To calculate sample variance, use the formula:
$$\sigma^2 = \frac{1}{2n} \sum_r {(\beta_r - \mu)^2} = \frac{1}{2n}\left(\sum_r \beta_r^2\right) -\mu^2 \tag{1}$$
To calculate the first term, note that if we let:
$$ \textbf{x} = \left( 2^{2^\alpha \gcd(1,n'')}, 2^{2^\alpha \gcd(2,n'')}, ..., 2^{2^\alpha \gcd(n,n'')} \right)$$
$$f_t = \frac{1}{\sqrt{n''}}\left( e^{2\pi i \frac{t}{n''}}, e^{4\pi i \frac{t}{n''}}, ..., e^{2n''\pi i \frac{t}{n''}} \right)$$
So that:$$\beta_r = \frac{\sqrt{n''}}{2n}\langle \mathbf{x}, f_r \rangle$$
Then $\{ f_0, f_1, ..., f_{n'' - 1} \}$ forms an orthonormal basis in $\mathbb{C}^{n''}$ with the standard inner product. Using Parseval's identity for Hilbert spaces:
$$\begin{align}\sum_{r=0}^{n'' - 1} \beta_r ^2 &= \sum_{r=0}^{n'' - 1} |\beta_r|^2 \\ &= \frac{n''}{4n^2}\sum_{r=0}^{n'' - 1} |\langle \mathbf{x}, f_r \rangle|^2 = \frac{n''}{4n^2}\langle \mathbf{x}, \mathbf{x} \rangle \\ &= \frac{n''}{4n^2}\sum _{j=1}^{n''}\left( 2^{2^\alpha \gcd(j, n'') } \right)^2 \end{align}$$
And note that from the first term in $(1)$, we use the fact that $cn'' + r \equiv r \mod n''$ given $r = 0, ..., n'' - 1$:
$$\sum_{r=0}^{2^{\alpha + 1}n''-1} \beta_r^2 = \sum_{c=0}^{2^{\alpha +1} -
1}\sum_{r=0}^{n''-1} \beta_{cn'' + r}^2 = \sum_{c=0}^{2^{\alpha +1} -
1}\sum_{r=0}^{n''-1} \beta_{r}^2 = 2^{\alpha +1}\sum_{r=0}^{n''-1} \beta_{r}^2$$
Putting these together, we have:
$$\begin{align} \sigma^2 &= \frac{1}{4n^2}\sum _{j=1}^{n''}\left( 2^{2^\alpha \gcd(j, n'') } \right)^2 - \frac{2^{2n}}{4n^2} \\ &= \frac{1}{4n^2}\sum _{j=1}^{n'' -1}\left( 2^{2^\alpha \gcd(j, n'') } \right)^2 \tag{2} \end{align}$$
For the second part of the question, using an inequality for sums of squares and another inequality yields:
$$\frac{1}{n'' - 1} (\beta_0 - \mu)^2 \leq \sigma^2 \leq (\beta_0 - \mu)^2$$
Note that $\beta_0 / \mu \approx 1$, especially for large $n$:
$$
\begin{align}
\frac{\beta_0}{\mu} &= \sum_{j=1}^{n''} 2^{2^\alpha (\gcd(j,n'') - n'')} \\
&= 1 + \sum_{j=1}^{n'' - 1} 2^{2^\alpha (\gcd(j,n'') - n'')} \\
&\leq 1 + \sum_{j=1}^{n'' - 1} 2^{2^\alpha (\frac{n''}{3} - n'')} \tag{3} \\
&= 1 +(n''-1){2^{-2n/3}} \approx 1
\end{align}
$$
In $(3)$, use the fact that $\gcd(j,n'') \neq n''$ if $j = 1,...,n''-1$ and so the next largest value (assuming $n''>1$ and odd) is $\gcd(j,n'') \leq n''/3$. Note the above inequality remains true even if $n'' = 1$.
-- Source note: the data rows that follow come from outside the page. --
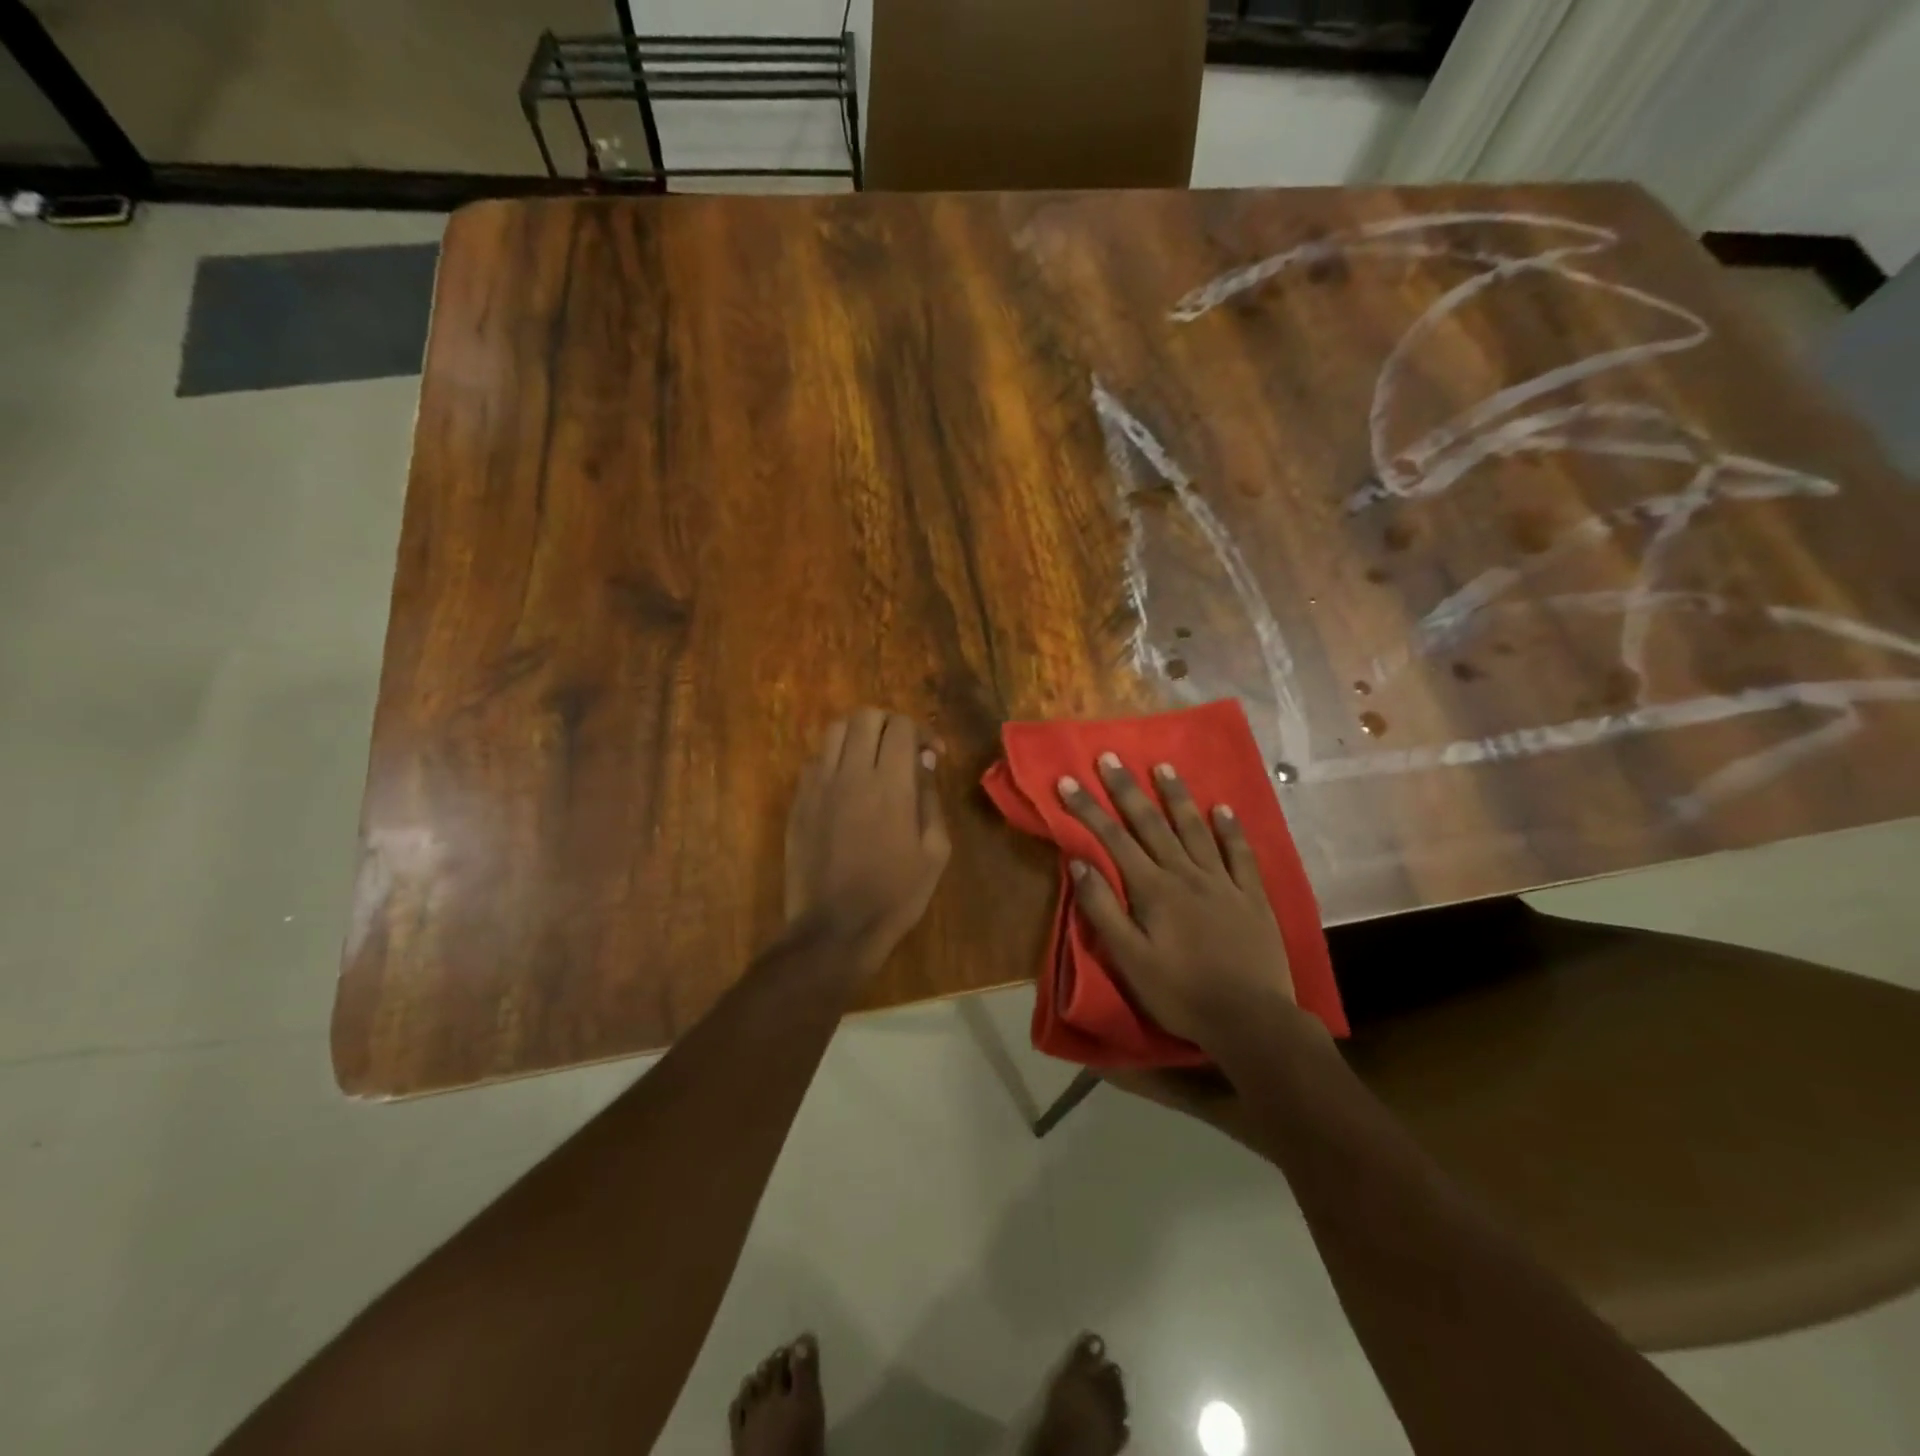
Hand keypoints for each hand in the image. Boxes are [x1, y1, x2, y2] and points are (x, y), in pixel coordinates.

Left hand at [785, 708, 950, 971]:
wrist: (835, 928)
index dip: (921, 731)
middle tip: (902, 750)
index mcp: (891, 785)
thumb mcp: (934, 852)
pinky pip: (815, 761)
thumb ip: (930, 799)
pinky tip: (846, 786)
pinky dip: (835, 760)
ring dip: (859, 736)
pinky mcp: (798, 802)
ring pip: (835, 731)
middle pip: (865, 717)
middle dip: (889, 725)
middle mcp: (852, 774)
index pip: (901, 726)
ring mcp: (819, 786)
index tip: (931, 754)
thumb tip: (924, 761)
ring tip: (872, 761)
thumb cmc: (895, 895)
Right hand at [1058, 755, 1297, 1047]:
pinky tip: (1223, 808)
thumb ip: (1103, 909)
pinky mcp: (1252, 896)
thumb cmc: (1180, 993)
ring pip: (1195, 829)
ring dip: (1176, 797)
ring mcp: (1223, 882)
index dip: (1088, 809)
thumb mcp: (1129, 959)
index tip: (1068, 781)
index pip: (1113, 839)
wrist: (1251, 1019)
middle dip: (1126, 789)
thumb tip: (1079, 862)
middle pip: (1151, 824)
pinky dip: (1230, 829)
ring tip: (1163, 767)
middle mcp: (1186, 874)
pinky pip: (1240, 854)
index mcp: (1153, 890)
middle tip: (1109, 757)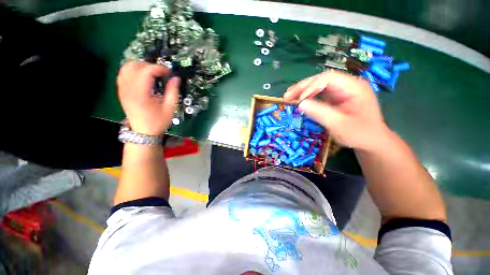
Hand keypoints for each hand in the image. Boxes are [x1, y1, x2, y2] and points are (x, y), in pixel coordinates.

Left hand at [117, 62, 179, 135]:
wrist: (143, 131)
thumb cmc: (158, 121)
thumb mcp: (170, 108)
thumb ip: (173, 91)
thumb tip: (176, 78)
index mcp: (140, 94)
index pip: (146, 71)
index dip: (159, 68)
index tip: (170, 73)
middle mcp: (128, 88)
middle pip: (135, 66)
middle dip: (150, 66)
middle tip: (162, 74)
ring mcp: (122, 89)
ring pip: (127, 67)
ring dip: (141, 66)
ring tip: (153, 74)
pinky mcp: (121, 90)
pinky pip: (124, 73)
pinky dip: (134, 70)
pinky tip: (143, 77)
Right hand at [284, 70, 389, 151]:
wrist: (371, 141)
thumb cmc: (359, 134)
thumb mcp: (339, 125)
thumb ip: (320, 113)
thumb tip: (300, 104)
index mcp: (354, 87)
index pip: (329, 78)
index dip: (311, 86)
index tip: (299, 100)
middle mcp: (347, 85)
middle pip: (321, 80)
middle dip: (303, 87)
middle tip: (287, 96)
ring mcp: (340, 91)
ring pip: (318, 86)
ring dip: (302, 91)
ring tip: (288, 97)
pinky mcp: (335, 98)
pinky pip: (318, 94)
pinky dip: (306, 97)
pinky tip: (297, 101)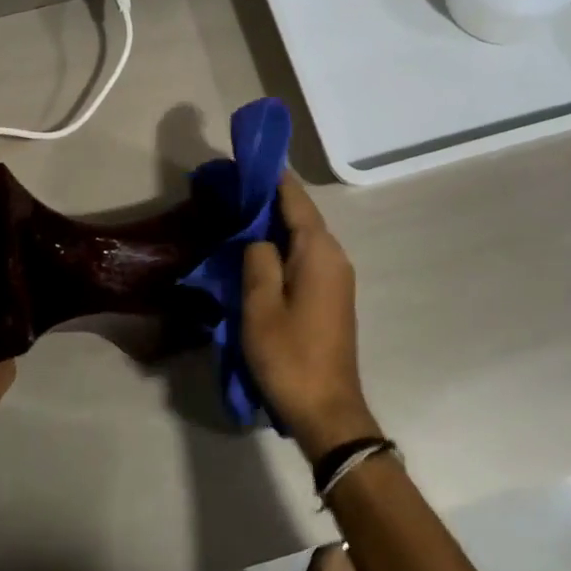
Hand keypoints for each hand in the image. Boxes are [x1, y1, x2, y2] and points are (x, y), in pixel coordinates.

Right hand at [242, 175, 381, 460]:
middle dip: (271, 199)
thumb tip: (260, 238)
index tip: (249, 159)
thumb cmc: (290, 355)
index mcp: (319, 252)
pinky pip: (306, 257)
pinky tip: (258, 250)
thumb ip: (258, 260)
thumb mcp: (260, 306)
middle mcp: (334, 257)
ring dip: (275, 224)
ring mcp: (336, 278)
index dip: (273, 177)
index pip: (296, 200)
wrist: (328, 411)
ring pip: (303, 237)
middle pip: (302, 215)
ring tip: (240, 213)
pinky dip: (283, 246)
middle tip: (234, 187)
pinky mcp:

And in the other direction:
$$
\begin{align}
\frac{\beta_0}{\mu} &= 1 + \sum_{j=1}^{n''-1} 2^{2^\alpha (\gcd(j,n'')-n'')} \\
&\geq 1 + \sum_{j=1}^{n'' - 1} 2^{2^\alpha (-n'')} \\
&= 1 +(n''-1){2^{-n}} \approx 1
\end{align}
$$
Also, $\beta_0/\mu \leq 1.5$. So in relative magnitude, $\beta_0 \approx \mu$ as $n$ increases and in this respect, the variance is small in this relative sense (although not in absolute sense).